EXERCISE DETAILS — From the entries, filter out every line that lacks "Haley" and copy the rest.

DATASET EXTRACT —

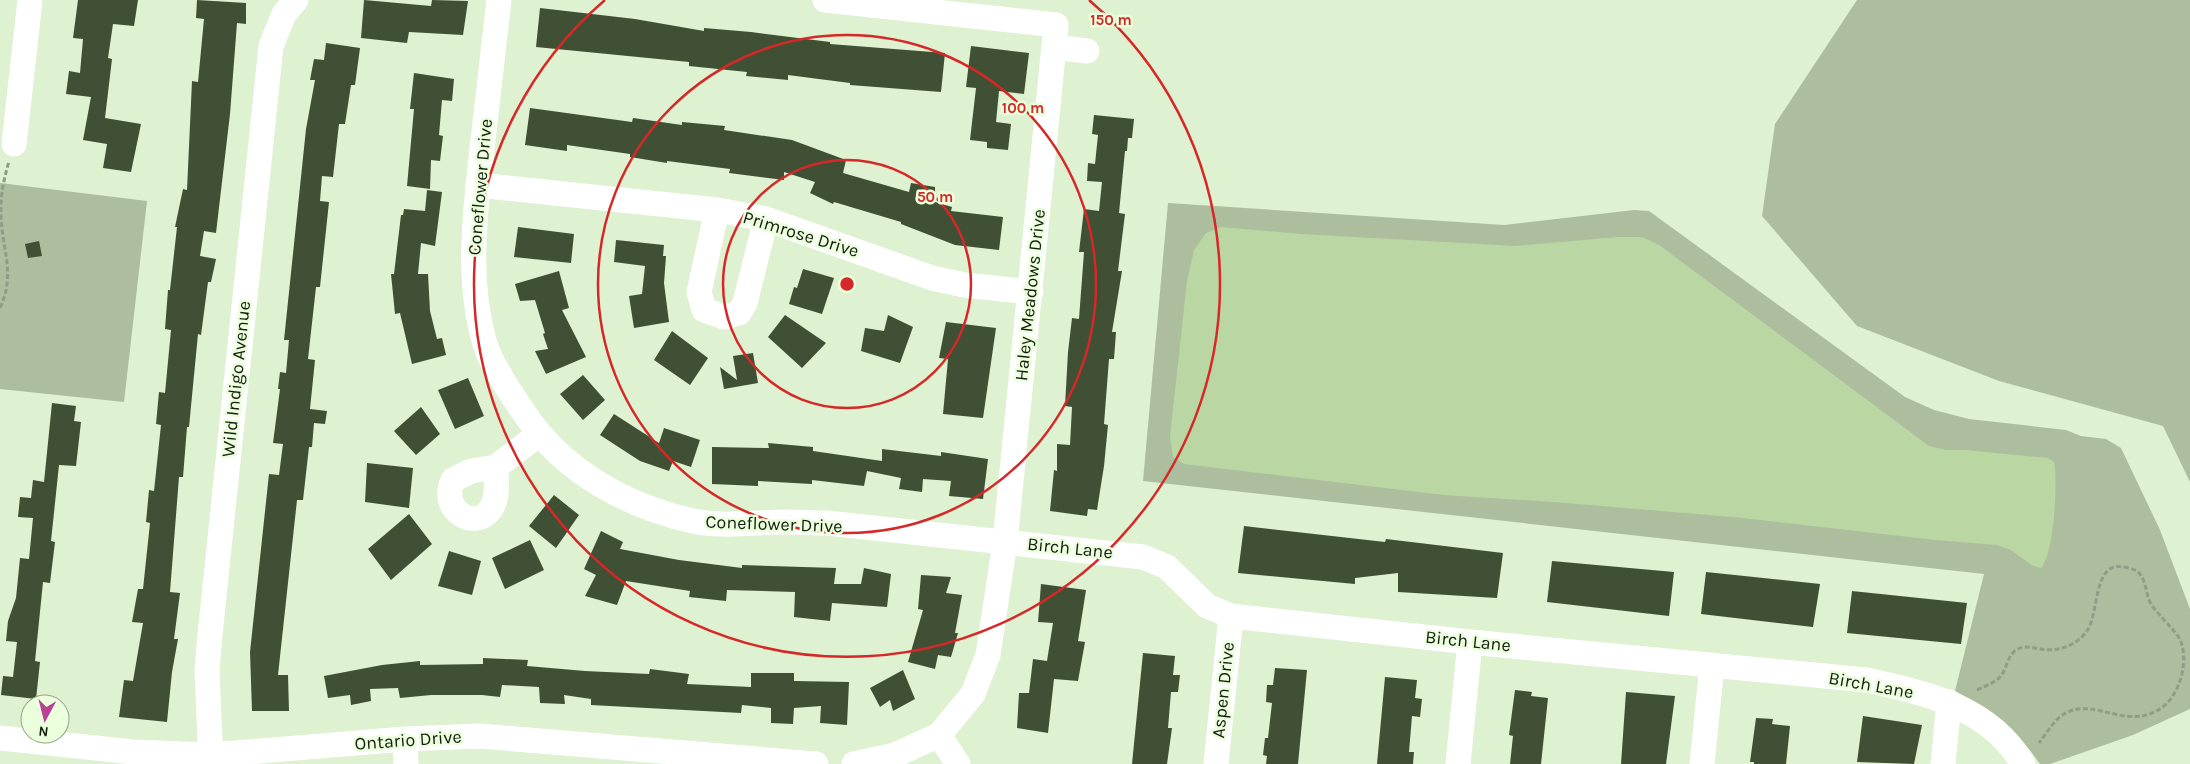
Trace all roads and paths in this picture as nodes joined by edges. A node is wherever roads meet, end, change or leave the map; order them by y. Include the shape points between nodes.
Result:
1 (30, 0) edge
2 (296, 0) edge
3 (499, 0) edge
4 (825, 0) edge
5 (1055, 36) junction
6 (1086, 51) dead end
7 (14, 144) joint
8 (478, 185) junction
9 (717, 210) junction
10 (766, 220) junction
11 (1030, 292) junction
12 (0, 308) edge
13 (539, 434) junction
14 (496, 467) dead end
15 (1006, 542) junction
16 (1231, 616) junction
17 (1470, 642) junction
18 (1712, 665) junction
19 (1977, 690) dead end
20 (1949, 702) junction
21 (939, 735) junction
22 (0, 738) edge
23 (404, 739) junction
24 (2039, 743) dead end
25 (211, 759) edge
26 (406, 764) edge
27 (816, 764) edge
28 (854, 764) edge
29 (958, 764) edge
30 (1216, 764) edge
31 (1458, 764) edge
32 (1702, 764) edge
33 (1943, 764) edge
34 (2023, 764) edge

1 - 7 street
2 - 25 street, Wild Indigo Avenue via 284,14 271,46 209,644
3 - 8 street, Coneflower Drive
4 - 5 street
5 - 6 street
5 - 11 street, Haley Meadows Drive
7 - 12 path via 1,196 9,277
8 - 9 street, Primrose Drive
8 - 13 street, Coneflower Drive via 472,248 476,302 485,346 510,393
9 - 10 street, Primrose Drive
9 - 10 street via 699,292 704,310 724,317 738,313 745,303
10 - 11 street, Primrose Drive via 932,278
11 - 15 street, Haley Meadows Drive
13 - 14 street
13 - 15 street, Coneflower Drive via 566,461 599,484 641,506 689,521 725,525 827,523
15 - 16 street, Birch Lane via 1144,557 1167,567 1207,606
15 - 21 street via 988,656 972,694
16 - 17 street, Birch Lane
16 - 30 street, Aspen Drive
17 - 18 street, Birch Lane
17 - 31 street
18 - 20 street, Birch Lane via 1866,680
18 - 32 street
19 - 24 path via 2001,676 2010,656 2018,648 2028,646 2052,651 2080,639 2090,624 2104,573 2113,567 2134,569 2142,576 2151,605 2182,645 2183,671 2177,690 2165,704 2148,715 2128,717 2086,708 2074,710 2062,715
20 - 33 street
20 - 34 street, Birch Lane via 1990,725 2014,748
21 - 28 street via 895,754
21 - 29 street
22 - 25 street, Ontario Drive
23 - 25 street, Ontario Drive
23 - 26 street
23 - 27 street, Ontario Drive via 489,736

YOUR RESPONSE —
5 - 11 street, Haley Meadows Drive
11 - 15 street, Haley Meadows Drive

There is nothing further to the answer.